> _WHAT THIS TASK INVOLVES_
The records that follow are to be transcribed in full, without their images.
:::
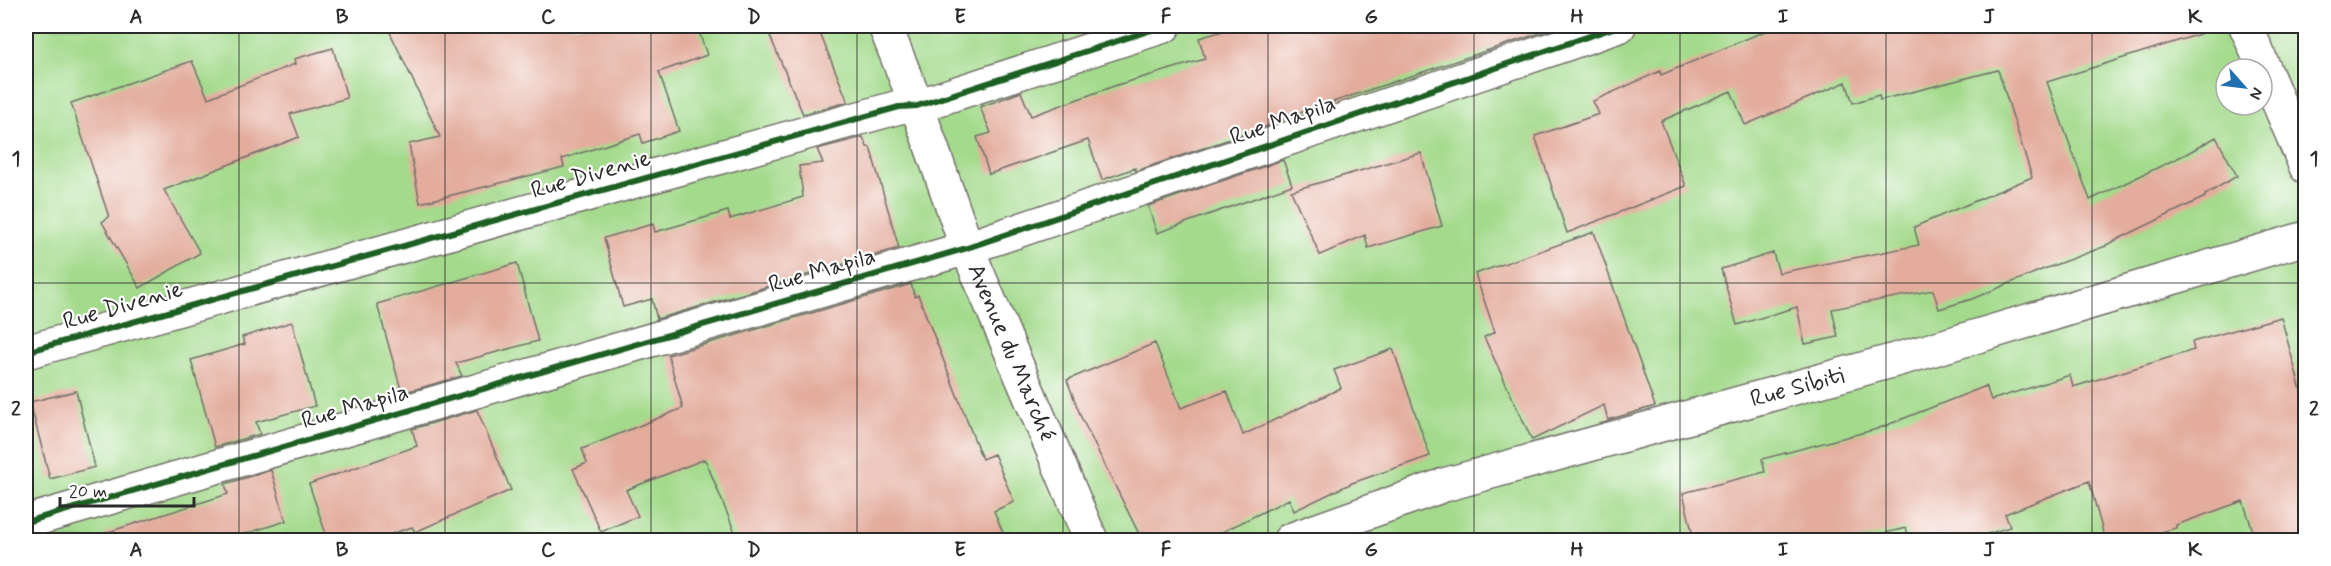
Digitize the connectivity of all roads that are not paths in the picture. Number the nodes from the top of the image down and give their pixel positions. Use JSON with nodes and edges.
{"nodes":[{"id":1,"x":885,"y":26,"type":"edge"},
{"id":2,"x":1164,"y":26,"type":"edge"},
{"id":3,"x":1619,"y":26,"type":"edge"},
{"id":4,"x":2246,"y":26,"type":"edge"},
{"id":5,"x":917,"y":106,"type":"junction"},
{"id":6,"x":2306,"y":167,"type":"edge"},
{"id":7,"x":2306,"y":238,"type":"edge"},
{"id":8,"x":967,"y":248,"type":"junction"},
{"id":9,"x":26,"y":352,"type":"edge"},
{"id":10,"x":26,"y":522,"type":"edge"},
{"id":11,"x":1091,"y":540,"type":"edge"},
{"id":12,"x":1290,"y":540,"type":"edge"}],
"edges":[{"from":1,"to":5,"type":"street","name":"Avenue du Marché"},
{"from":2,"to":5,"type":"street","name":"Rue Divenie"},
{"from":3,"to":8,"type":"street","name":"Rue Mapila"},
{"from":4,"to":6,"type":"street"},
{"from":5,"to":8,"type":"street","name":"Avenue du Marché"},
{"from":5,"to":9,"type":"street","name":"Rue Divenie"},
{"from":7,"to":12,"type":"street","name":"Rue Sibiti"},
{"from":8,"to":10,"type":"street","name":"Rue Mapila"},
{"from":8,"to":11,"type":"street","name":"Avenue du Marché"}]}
:::
> _ANSWER BOX_
Digitize the connectivity of all roads that are not paths in the picture. Number the nodes from the top of the image down and give their pixel positions. Use JSON with nodes and edges.
{"nodes":[{"id":1,"x":885,"y":26,"type":"edge"},
{"id":2,"x":1164,"y":26,"type":"edge"},
{"id":3,"x":1619,"y":26,"type":"edge"},
{"id":4,"x":2246,"y":26,"type":"edge"},
{"id":5,"x":917,"y":106,"type":"junction"},
{"id":6,"x":2306,"y":167,"type":"edge"},
{"id":7,"x":2306,"y":238,"type":"edge"},
{"id":8,"x":967,"y":248,"type":"junction"},
{"id":9,"x":26,"y":352,"type":"edge"},
{"id":10,"x":26,"y":522,"type":"edge"},
{"id":11,"x":1091,"y":540,"type":"edge"},
{"id":12,"x":1290,"y":540,"type":"edge"}],
"edges":[{"from":1,"to":5,"type":"street","name":"Avenue du Marché"},
{"from":2,"to":5,"type":"street","name":"Rue Divenie"},
{"from":3,"to":8,"type":"street","name":"Rue Mapila"},
{"from":4,"to":6,"type":"street"},
{"from":5,"to":8,"type":"street","name":"Avenue du Marché"},
{"from":5,"to":9,"type":"street","name":"Rue Divenie"},
{"from":7,"to":12,"type":"street","name":"Rue Sibiti"},
{"from":8,"to":10,"type":"street","name":"Rue Mapila"},
{"from":8,"to":11,"type":"street","name":"Avenue du Marché"}]}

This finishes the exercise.